TASK DESCRIPTION:
Every record must be copied exactly.

DATA TO EXAMINE:
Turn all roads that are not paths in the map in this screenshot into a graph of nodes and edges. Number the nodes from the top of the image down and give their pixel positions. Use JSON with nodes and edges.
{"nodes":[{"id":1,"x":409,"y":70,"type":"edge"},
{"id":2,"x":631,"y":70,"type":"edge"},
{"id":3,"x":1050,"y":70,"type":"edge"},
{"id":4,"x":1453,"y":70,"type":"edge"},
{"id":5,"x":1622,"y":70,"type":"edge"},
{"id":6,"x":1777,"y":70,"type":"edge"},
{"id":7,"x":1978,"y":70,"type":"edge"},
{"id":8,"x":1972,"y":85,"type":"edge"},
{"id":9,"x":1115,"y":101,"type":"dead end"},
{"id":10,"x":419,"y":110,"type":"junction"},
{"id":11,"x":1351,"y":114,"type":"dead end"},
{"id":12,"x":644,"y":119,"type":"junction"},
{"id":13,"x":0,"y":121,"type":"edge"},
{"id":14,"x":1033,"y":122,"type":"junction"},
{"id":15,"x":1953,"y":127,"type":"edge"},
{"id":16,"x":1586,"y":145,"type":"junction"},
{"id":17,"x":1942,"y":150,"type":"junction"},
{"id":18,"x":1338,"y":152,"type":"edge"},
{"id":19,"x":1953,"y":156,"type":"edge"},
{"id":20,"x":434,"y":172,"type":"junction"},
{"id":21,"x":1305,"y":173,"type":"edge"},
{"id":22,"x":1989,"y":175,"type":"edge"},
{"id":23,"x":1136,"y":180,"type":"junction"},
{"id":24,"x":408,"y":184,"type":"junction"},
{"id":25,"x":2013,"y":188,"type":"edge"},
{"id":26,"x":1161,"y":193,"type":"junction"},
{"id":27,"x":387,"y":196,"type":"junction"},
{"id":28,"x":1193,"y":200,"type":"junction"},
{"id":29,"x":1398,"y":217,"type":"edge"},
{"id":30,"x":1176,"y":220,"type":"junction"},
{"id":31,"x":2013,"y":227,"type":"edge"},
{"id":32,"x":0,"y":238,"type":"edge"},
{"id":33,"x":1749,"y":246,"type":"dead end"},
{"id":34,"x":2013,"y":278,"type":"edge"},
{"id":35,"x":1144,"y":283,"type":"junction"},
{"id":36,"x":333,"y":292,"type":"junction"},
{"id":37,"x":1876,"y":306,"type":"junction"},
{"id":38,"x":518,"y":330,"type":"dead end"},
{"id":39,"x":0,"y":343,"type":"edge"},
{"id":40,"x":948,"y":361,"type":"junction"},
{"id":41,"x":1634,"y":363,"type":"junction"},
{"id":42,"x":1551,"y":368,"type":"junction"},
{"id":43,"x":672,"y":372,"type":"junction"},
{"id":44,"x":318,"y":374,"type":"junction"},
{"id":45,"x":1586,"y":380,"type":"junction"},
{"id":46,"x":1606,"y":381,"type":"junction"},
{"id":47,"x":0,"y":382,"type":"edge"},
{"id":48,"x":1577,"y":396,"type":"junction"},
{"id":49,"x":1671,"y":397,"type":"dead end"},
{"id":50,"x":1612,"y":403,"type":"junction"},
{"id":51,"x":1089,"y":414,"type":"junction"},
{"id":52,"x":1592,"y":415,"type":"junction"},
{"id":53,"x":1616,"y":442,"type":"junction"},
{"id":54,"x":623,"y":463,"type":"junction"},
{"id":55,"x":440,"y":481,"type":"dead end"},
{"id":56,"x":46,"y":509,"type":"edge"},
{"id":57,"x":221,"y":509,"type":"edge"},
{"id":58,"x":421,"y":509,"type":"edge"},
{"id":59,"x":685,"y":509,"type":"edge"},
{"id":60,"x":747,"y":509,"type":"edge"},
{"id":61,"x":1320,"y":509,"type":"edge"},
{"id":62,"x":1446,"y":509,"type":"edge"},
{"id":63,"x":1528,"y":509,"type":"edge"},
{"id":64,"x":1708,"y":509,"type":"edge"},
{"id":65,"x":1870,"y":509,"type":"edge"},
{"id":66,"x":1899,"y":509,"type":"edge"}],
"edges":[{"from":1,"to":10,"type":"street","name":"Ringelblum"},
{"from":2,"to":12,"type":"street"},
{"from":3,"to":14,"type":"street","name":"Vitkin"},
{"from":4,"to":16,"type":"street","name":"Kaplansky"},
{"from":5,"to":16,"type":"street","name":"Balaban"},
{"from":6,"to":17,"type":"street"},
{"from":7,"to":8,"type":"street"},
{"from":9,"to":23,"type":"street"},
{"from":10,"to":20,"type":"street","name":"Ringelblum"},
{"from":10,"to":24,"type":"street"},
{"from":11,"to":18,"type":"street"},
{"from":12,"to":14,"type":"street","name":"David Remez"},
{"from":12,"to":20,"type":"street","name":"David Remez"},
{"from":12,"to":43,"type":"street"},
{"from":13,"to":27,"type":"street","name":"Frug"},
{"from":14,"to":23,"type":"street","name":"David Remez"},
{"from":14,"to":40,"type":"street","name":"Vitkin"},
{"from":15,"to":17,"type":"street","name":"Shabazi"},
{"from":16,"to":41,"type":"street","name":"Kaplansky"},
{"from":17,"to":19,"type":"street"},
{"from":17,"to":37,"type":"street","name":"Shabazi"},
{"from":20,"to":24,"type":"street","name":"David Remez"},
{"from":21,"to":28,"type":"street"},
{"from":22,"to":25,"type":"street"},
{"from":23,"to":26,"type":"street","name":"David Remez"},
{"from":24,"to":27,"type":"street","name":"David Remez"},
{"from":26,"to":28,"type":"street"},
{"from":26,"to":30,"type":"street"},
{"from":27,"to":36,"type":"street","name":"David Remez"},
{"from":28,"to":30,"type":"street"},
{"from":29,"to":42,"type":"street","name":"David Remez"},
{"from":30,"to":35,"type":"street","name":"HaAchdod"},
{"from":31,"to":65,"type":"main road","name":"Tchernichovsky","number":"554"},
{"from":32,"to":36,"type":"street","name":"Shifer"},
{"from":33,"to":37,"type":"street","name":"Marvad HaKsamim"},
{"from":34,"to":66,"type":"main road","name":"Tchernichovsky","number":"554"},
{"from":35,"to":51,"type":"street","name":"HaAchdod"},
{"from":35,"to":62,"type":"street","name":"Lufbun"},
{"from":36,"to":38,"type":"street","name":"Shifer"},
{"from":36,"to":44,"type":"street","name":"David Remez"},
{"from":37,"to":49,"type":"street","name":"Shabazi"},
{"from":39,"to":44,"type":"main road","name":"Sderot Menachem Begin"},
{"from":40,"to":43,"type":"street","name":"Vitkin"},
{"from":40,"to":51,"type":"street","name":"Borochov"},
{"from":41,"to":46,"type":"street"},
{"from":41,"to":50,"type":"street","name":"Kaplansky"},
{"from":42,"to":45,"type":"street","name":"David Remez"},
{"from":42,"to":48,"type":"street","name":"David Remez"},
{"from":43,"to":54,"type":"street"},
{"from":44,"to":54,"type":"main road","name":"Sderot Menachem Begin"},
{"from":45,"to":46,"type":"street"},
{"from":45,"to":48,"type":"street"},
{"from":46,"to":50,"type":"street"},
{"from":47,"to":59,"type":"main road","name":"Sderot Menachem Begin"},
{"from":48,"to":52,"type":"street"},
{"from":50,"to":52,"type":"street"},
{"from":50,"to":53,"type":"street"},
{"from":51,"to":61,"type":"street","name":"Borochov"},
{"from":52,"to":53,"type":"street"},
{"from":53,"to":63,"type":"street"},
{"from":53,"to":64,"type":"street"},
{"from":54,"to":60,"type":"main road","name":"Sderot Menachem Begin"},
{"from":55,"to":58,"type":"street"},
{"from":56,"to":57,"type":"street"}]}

WRITTEN REPLY:
Turn all roads that are not paths in the map in this screenshot into a graph of nodes and edges. Number the nodes from the top of the image down and give their pixel positions. Use JSON with nodes and edges.
{"nodes":[{"id":1,"x":409,"y":70,"type":"edge"},
{"id":2,"x":631,"y":70,"type":"edge"},
{"id":3,"x":1050,"y":70,"type":"edge"},
{"id":4,"x":1453,"y":70,"type":"edge"},
{"id":5,"x":1622,"y":70,"type":"edge"},
{"id":6,"x":1777,"y":70,"type":"edge"},
{"id":7,"x":1978,"y":70,"type":"edge"},
{"id":8,"x":1972,"y":85,"type":"edge"},
{"id":9,"x":1115,"y":101,"type":"dead end"},
{"id":10,"x":419,"y":110,"type":"junction"},
{"id":11,"x":1351,"y":114,"type":"dead end"},
{"id":12,"x":644,"y":119,"type":"junction"},
{"id":13,"x":0,"y":121,"type":"edge"},
{"id":14,"x":1033,"y":122,"type":"junction"},
{"id":15,"x":1953,"y":127,"type":"edge"},
{"id":16,"x":1586,"y":145,"type":"junction"},
{"id":17,"x":1942,"y":150,"type":"junction"},
{"id":18,"x":1338,"y":152,"type":"edge"},
{"id":19,"x":1953,"y":156,"type":"edge"},
{"id":20,"x":434,"y":172,"type":"junction"},
{"id":21,"x":1305,"y":173,"type":"edge"},
{"id":22,"x":1989,"y":175,"type":"edge"},
{"id":23,"x":1136,"y":180,"type":"junction"},
{"id":24,"x":408,"y":184,"type":"junction"},
{"id":25,"x":2013,"y":188,"type":"edge"},
{"id":26,"x":1161,"y":193,"type":"junction"},
{"id":27,"x":387,"y":196,"type":"junction"},
{"id":28,"x":1193,"y":200,"type":"junction"},
{"id":29,"x":1398,"y":217,"type":"edge"},
{"id":30,"x":1176,"y":220,"type":"junction"},
{"id":31,"x":2013,"y":227,"type":"edge"},
{"id":32,"x":0,"y":238,"type":"edge"},
{"id":33,"x":1749,"y":246,"type":"dead end"},
{"id":34,"x":2013,"y":278,"type":"edge"},
{"id":35,"x":1144,"y":283,"type":"junction"},
{"id":36,"x":333,"y":292,"type":"junction"},
{"id":37,"x":1876,"y":306,"type":"junction"},
{"id":38,"x":518,"y":330,"type":"dead end"},
{"id":39,"x":0,"y":343,"type":"edge"},
{"id":40,"x":948,"y":361,"type":"junction"},
{"id":41,"x":1634,"y":363,"type":"junction"},
{"id":42,"x":1551,"y":368,"type":"junction"},
{"id":43,"x":672,"y":372,"type":"junction"},
{"id":44,"x":318,"y":374,"type":"junction"},
{"id":45,"x":1586,"y":380,"type":"junction"},
{"id":46,"x":1606,"y":381,"type":"junction"},
{"id":47,"x":0,"y":382,"type":"edge"},
{"id":48,"x":1577,"y":396,"type":"junction"},
{"id":49,"x":1671,"y":397,"type":"dead end"},
{"id":50,"x":1612,"y":403,"type":"junction"},
{"id":51,"x":1089,"y":414,"type":"junction"},
{"id":52,"x":1592,"y":415,"type":"junction"},
{"id":53,"x":1616,"y":442,"type":"junction"},
{"id":54,"x":623,"y":463,"type":"junction"},
{"id":55,"x":440,"y":481,"type":"dead end"},
{"id":56,"x":46,"y":509,"type":"edge"},
{"id":57,"x":221,"y":509,"type":"edge"},
{"id":58,"x":421,"y":509,"type":"edge"},
{"id":59,"x":685,"y":509,"type":"edge"},
{"id":60,"x":747,"y":509,"type":"edge"},
{"id":61,"x":1320,"y":509,"type":"edge"},
{"id":62,"x":1446,"y":509,"type":"edge"},
{"id":63,"x":1528,"y":509,"type":"edge"},
{"id":64,"x":1708,"y":509,"type":"edge"},
{"id":65,"x":1870,"y":509,"type":"edge"},
{"id":66,"x":1899,"y":509,"type":"edge"}],
"edges":[{"from":1,"to":10,"type":"street","name":"Ringelblum"},
{"from":2,"to":12,"type":"street"},
{"from":3,"to":14,"type":"street","name":"Vitkin"},
{"from":4,"to":16,"type":"street","name":"Kaplansky"},
{"from":5,"to":16,"type":"street","name":"Balaban"},
{"from":6,"to":17,"type":"street"},
{"from":7,"to":8,"type":"street"},
{"from":9,"to":23,"type":"street"},
{"from":10,"to":20,"type":"street","name":"Ringelblum"},
{"from":10,"to":24,"type":"street"},
{"from":11,"to":18,"type":"street"},
{"from":12,"to":14,"type":"street","name":"David Remez"},
{"from":12,"to":20,"type":"street","name":"David Remez"},
{"from":12,"to":43,"type":"street"},
{"from":13,"to":27,"type":"street","name":"Frug"},
{"from":14,"to":23,"type":"street","name":"David Remez"},
{"from":14,"to":40,"type":"street","name":"Vitkin"},
{"from":15,"to":17,"type":"street","name":"Shabazi"},
{"from":16,"to":41,"type":"street","name":"Kaplansky"},
{"from":17,"to":19,"type":"street"},
{"from":17,"to":37,"type":"street","name":"Shabazi"},
{"from":20,"to":24,"type":"street","name":"David Remez"},
{"from":21,"to":28,"type":"street"},
{"from":22,"to":25,"type":"street"},
{"from":23,"to":26,"type":"street","name":"David Remez"},
{"from":24,"to":27,"type":"street","name":"David Remez"},
{"from":26,"to":28,"type":"street"},
{"from":26,"to":30,"type":"street"},
{"from":27,"to":36,"type":"street","name":"David Remez"},
{"from":28,"to":30,"type":"street"},
{"from":29,"to":42,"type":"street","name":"David Remez"},
{"from":30,"to":35,"type":"street","name":"HaAchdod"},
{"from":31,"to":65,"type":"main road","name":"Tchernichovsky","number":"554"},
{"from":32,"to":36,"type":"street","name":"Shifer"},
{"from":33,"to":37,"type":"street","name":"Marvad HaKsamim"},
{"from":34,"to":66,"type":"main road","name":"Tchernichovsky","number":"554"},
{"from":35,"to":51,"type":"street","name":"HaAchdod"},
{"from":35,"to":62,"type":"street","name":"Lufbun"},
{"from":36,"to":38,"type":"street","name":"Shifer"},
{"from":36,"to":44,"type":"street","name":"David Remez"},
{"from":37,"to":49,"type":"street","name":"Shabazi"},
{"from":39,"to":44,"type":"main road","name":"Sderot Menachem Begin"},
{"from":40,"to":43,"type":"street","name":"Vitkin"},
{"from":40,"to":51,"type":"street","name":"Borochov"},
{"from":41,"to":46,"type":"street"},
{"from":41,"to":50,"type":"street","name":"Kaplansky"},
{"from":42,"to":45,"type":"street","name":"David Remez"},
{"from":42,"to":48,"type":"street","name":"David Remez"},
{"from":43,"to":54,"type":"street"},
{"from":44,"to":54,"type":"main road","name":"Sderot Menachem Begin"},
{"from":45,"to":46,"type":"street"},
{"from":45,"to":48,"type":"street"},
{"from":46,"to":50,"type":"street"},
{"from":47,"to":59,"type":"main road","name":"Sderot Menachem Begin"},
{"from":48,"to":52,"type":"street"},
{"from":50,"to":52,"type":"street"},
{"from":50,"to":53,"type":"street"},
{"from":51,"to":61,"type":"street","name":"Borochov"},
{"from":52,"to":53,"type":"street"},
{"from":53,"to":63,"type":"street"},
{"from":53,"to":64,"type":"street"},
{"from":54,"to":60,"type":"main road","name":"Sderot Menachem Begin"},
{"from":55,"to":58,"type":"street"},
{"from":56,"to":57,"type":"street"}]}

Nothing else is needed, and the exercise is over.